Family caregivers offer stroke survivors informal, unpaid care after they are released from the hospital. A survey found that 82% of family caregivers spent more than eight hours a day caring for stroke victims [37] and that stroke caregivers’ health steadily deteriorated within a year following a stroke [38]. A lot of systematic reviews and meta-analytic studies demonstrated that telerehabilitation assistance has a positive effect on the caregivers’ burden and distress management, reducing distress and encouraging positive aspects of caring [5,39,40]. In the opposite direction, it has been repeatedly demonstrated that higher caregiver burden correlates with worse patient outcomes [41,42]. For this reason, it is reasonable to hypothesize that the better cognitive outcome detected in the stroke groups at home could be determined by the lower burden detected in the caregivers. Further studies using more advanced statistical models (i.e., structural equation modeling) are warranted to confirm this suggestion.

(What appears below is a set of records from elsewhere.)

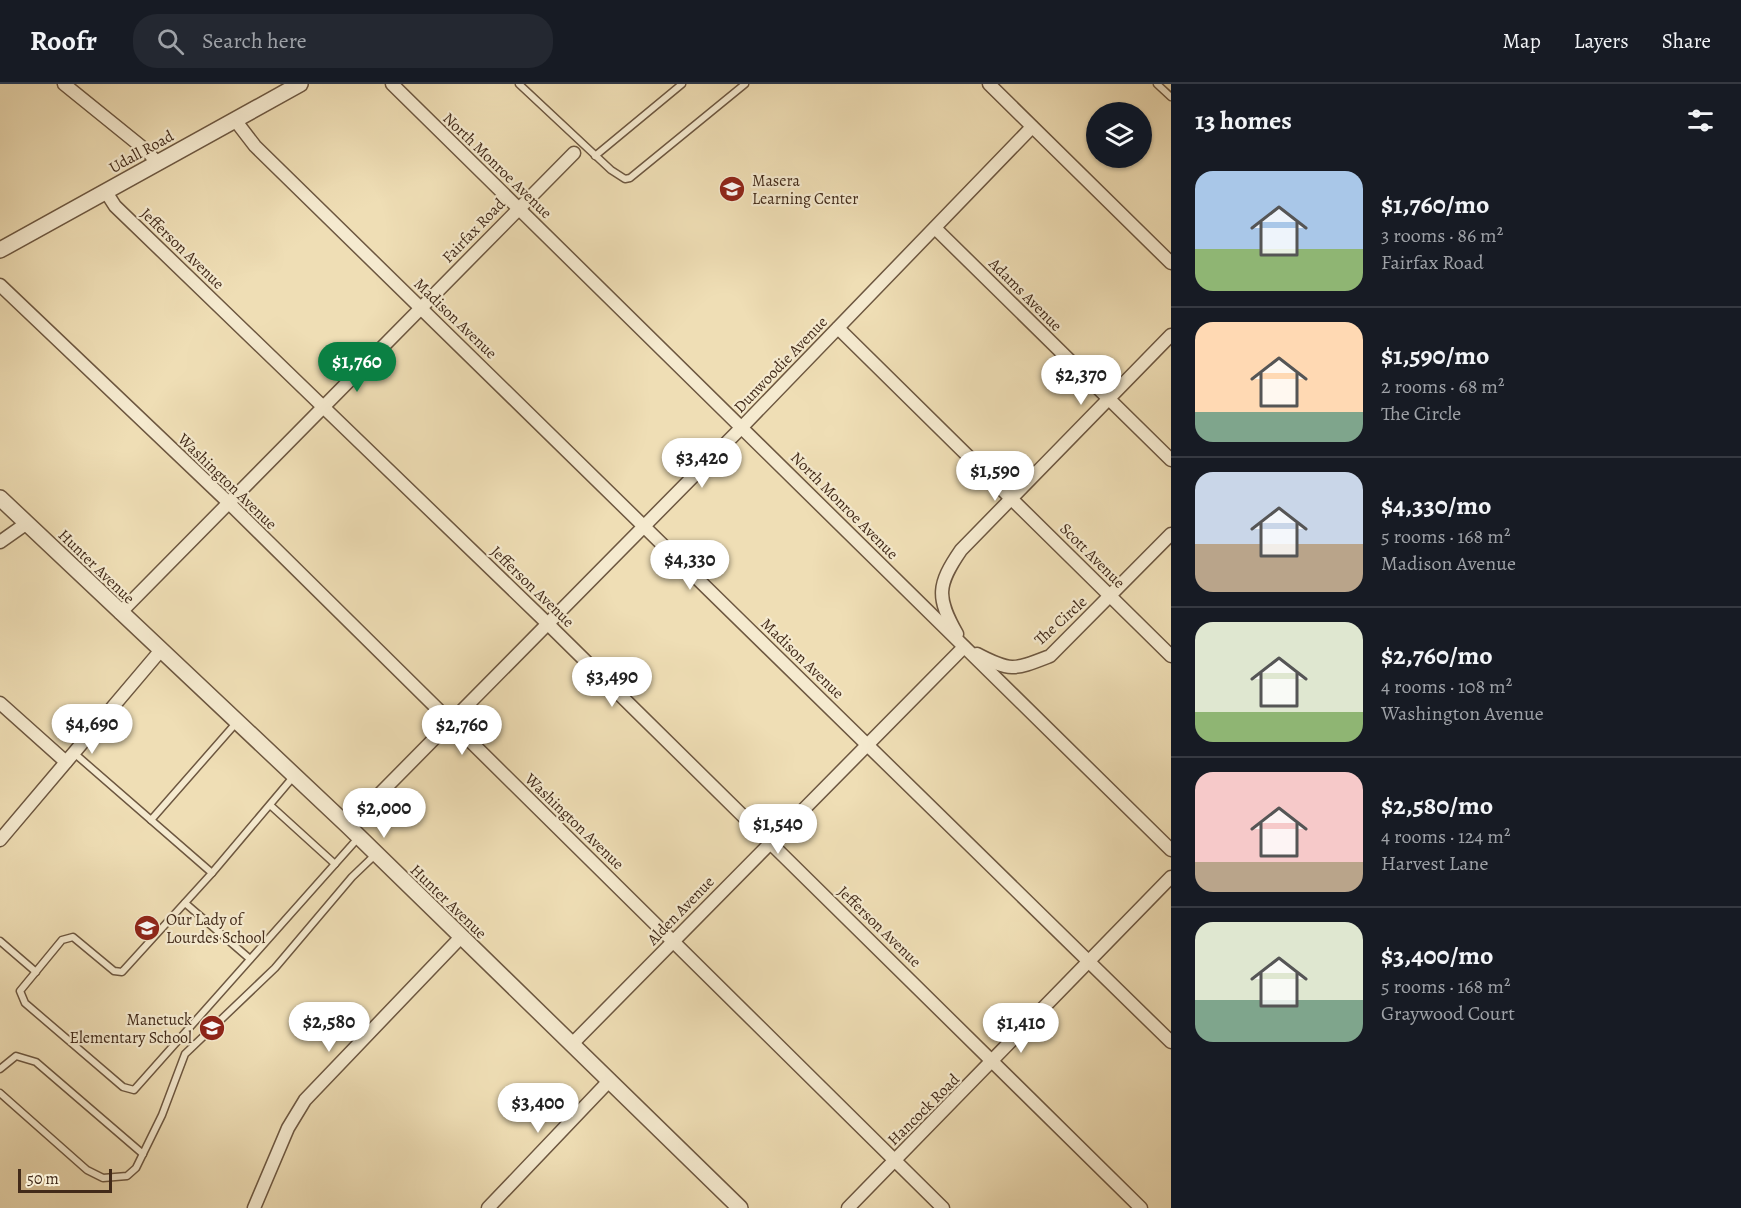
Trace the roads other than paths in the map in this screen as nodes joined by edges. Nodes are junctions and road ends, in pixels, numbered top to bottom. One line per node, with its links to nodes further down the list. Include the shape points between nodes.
1 (64, 84): 14 (street)
2 (392, 84): 16 (street, North Monroe Avenue)
3 (519, 84): 13 (lane)
4 (682, 84): 13 (lane)
5 (745, 84): 13 (lane, via 630,178 619,176)
6 (989, 84): 11 (street)
7 (1157, 84): 9 (lane)
8 (294, 85): 10 (street, Udall Road)
9 (1171, 97)
10 (235, 120): 14 (street, Udall Road); 21 (street, Madison Avenue, via 255,146)
11 (1032, 127): 17 (street, Dunwoodie Avenue); 19 (street)
12 (573, 153): 16 (street, Fairfax Road)
13 (595, 156)
14 (157, 163): 15 (street, Udall Road)
15 (106, 192): 18 (street, Udall Road); 25 (street, Jefferson Avenue, via 115,206)
16 (518, 208): 21 (street, Fairfax Road); 26 (street, North Monroe Avenue)
17 (935, 228): 22 (street, Dunwoodie Avenue); 24 (street, Adams Avenue)
18 (0, 250)
19 (1171, 263)
20 (0, 285): 30 (street, Washington Avenue)
21 (421, 307): 25 (street, Fairfax Road); 32 (street, Madison Avenue)
22 (838, 328): 26 (street, Dunwoodie Avenue); 28 (street, Scott Avenue)
23 (1171, 335): 24 (street)
24 (1109, 399): 27 (street, Adams Avenue); 28 (street)
25 (324, 405): 30 (street, Fairfax Road); 37 (street, Jefferson Avenue)
26 (742, 427): 32 (street, Dunwoodie Avenue); 38 (street, North Monroe Avenue)
27 (1171, 460)
28 (1012, 497): 35 (street, Scott Avenue); 38 (street, via 948,569 942,606)
29 (0, 498): 31 (street, Hunter Avenue)
30 (228, 502): 36 (street, Fairfax Road); 43 (street, Washington Avenue)
31 (27, 523): 34 (street); 36 (street, Hunter Avenue)
32 (644, 526): 37 (street, Dunwoodie Avenue); 44 (street, Madison Avenue)
33 (1171, 534): 35 (street, The Circle)
34 (0, 543)
35 (1110, 596): 38 (street, The Circle, via 1050,656 1025,666 1002,668); 40 (street, Scott Avenue)
36 (120, 613): 39 (street, Hunter Avenue)
37 (547, 623): 43 (street, Dunwoodie Avenue); 51 (street, Jefferson Avenue)
38 (964, 647): 44 (street, Alden Avenue); 52 (street, North Monroe Avenue)
39 (161, 650): 42 (street, Hunter Avenue); 45 (street)
40 (1171, 656)
41 (0, 703): 45 (street)
42 (237, 722): 46 (street, Hunter Avenue); 48 (lane)
43 (450, 722): 49 (street, Dunwoodie Avenue); 59 (street, Washington Avenue)
44 (868, 744): 51 (street, Alden Avenue); 62 (street, Madison Avenue)
45 (70, 757): 48 (lane); 50 (street)
46 (294, 776): 47 (lane); 49 (street, Hunter Avenue)
47 (270, 805): 54 (lane); 55 (lane)
48 (151, 819): 55 (lane)
49 (353, 832): 53 (street, Hunter Avenue); 54 (lane)
50 (0, 840)
51 (770, 842): 59 (street, Alden Avenue); 66 (street, Jefferson Avenue)
52 (1171, 850)
53 (376, 854): 58 (street, Hunter Avenue); 70 (lane, via 275,968 185,1054)
54 (334, 864): 61 (lane)
55 (212, 873): 57 (lane)
56 (1171, 877): 62 (street, Hancock Road)
57 (185, 903): 61 (lane); 63 (lane, via 122,972 114,971 73,937 62,940)
58 (461, 937): 65 (street, Hunter Avenue); 72 (street, via 305,1100 288,1128)
59 (673, 940): 65 (street, Alden Avenue); 71 (street, Washington Avenue)
60 (0, 941): 63 (lane)
61 (250, 959): 63 (lane, via 134,1090 123,1087 25,1004 20,991)
62 (1090, 961): 64 (street, Madison Avenue); 66 (street, Hancock Road)
63 (36, 972)
64 (1171, 1042)
65 (572, 1044): 68 (street, Hunter Avenue)
66 (993, 1061): 71 (street, Hancock Road); 77 (street, Jefferson Avenue)
67 (0, 1069): 70 (lane, via 16,1056 36,1062)
68 (610, 1080): 73 (street); 74 (street, Hunter Avenue)
69 (0, 1093): 70 (lane, via 87,1170 103,1178 128,1176)
70 (142, 1154)
71 (895, 1160): 75 (street, Hancock Road); 76 (street, Washington Avenue)
72 (254, 1208)
73 (488, 1208)
74 (740, 1208)
75 (848, 1208)
76 (943, 1208)
77 (1141, 1208)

The presence of a low beneficial effect of multidomain cognitive training in the control group could be explained by the reduced effectiveness of therapy in the long-term period. Indeed, according to the most recent international estimates, 60–70% of people who suffer a stroke experience cognitive deficits during the acute phases of recovery [43]. The time window considered in almost all these studies is within 6–12 months after their stroke. It is still unknown how rehabilitation affects post-stroke recovery and how much it depends on the patient’s chronicity [44]. The idea of a proportional recovery rule with a “critical window for recovery” during the first three to six months after a stroke has been largely recognized in the field [45]. However, a large number of studies have been performed considering the motor domain, whereas there is a paucity of evidence about the critical windows for cognitive recovery. We found that even in late chronic stages, improvements in some cognitive functions were found, although they did not persist for long periods of time.

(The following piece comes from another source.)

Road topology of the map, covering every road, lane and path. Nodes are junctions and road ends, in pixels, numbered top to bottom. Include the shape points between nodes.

In addition, despite the limitations of technology in some rural areas, such as limited access to internet connections, environmental disturbances, and cultural variations, TNR can overcome these challenges in the clinical setting with caregivers’ support and active involvement. Caregivers play a crucial role in mitigating technological barriers and enhancing the patient’s focus during cognitive treatment sessions, making them essential for overcoming obstacles and maximizing the benefits of cognitive telerehabilitation [27]. These complexities require continuous challenges to adapt technology to the available resources of post-stroke patients, taking into account the cost-effectiveness ratio. TNR, in fact, eliminates the stress and time associated with transporting patients to hospital services—especially for those living far from major facilities—while ensuring home access to physical and cognitive training, thereby reducing costs and healthcare expenses [27,35,46,47].

5. Limitations

The main limitation of this study is its limited sample size, which prevented us from directly comparing groups using statistical parametric techniques. It is crucial to emphasize how challenging it is to enroll long-term patients in neurorehabilitation treatment, whether at home or in a hospital. In fact, only 30 of the 105 patients in the initial cohort were enrolled and completed the entire course of treatment. To more effectively get over this inherent drawback of the monocentric method, future multicentric research is necessary. Our study should be considered as a pilot, with promising future applications to overcome the barriers related to access to services caused by distance or difficulty of a patient’s mobility.

6. Conclusions

In recent years, the potential usefulness of cognitive training in normal aging and in patients with mild to moderate cognitive impairment after stroke has received increasing attention [27,48]. Our results suggest that multidomain cognitive TNR could be effective in improving cognitive outcomes in populations with ischemic stroke (even six months after the end of treatment) and that Virtual Reality could represent a promising means to administer such interventions, as it increases individuals‘ motivation to train and thus their compliance to treatment, with a beneficial impact on caregivers’ management of distress.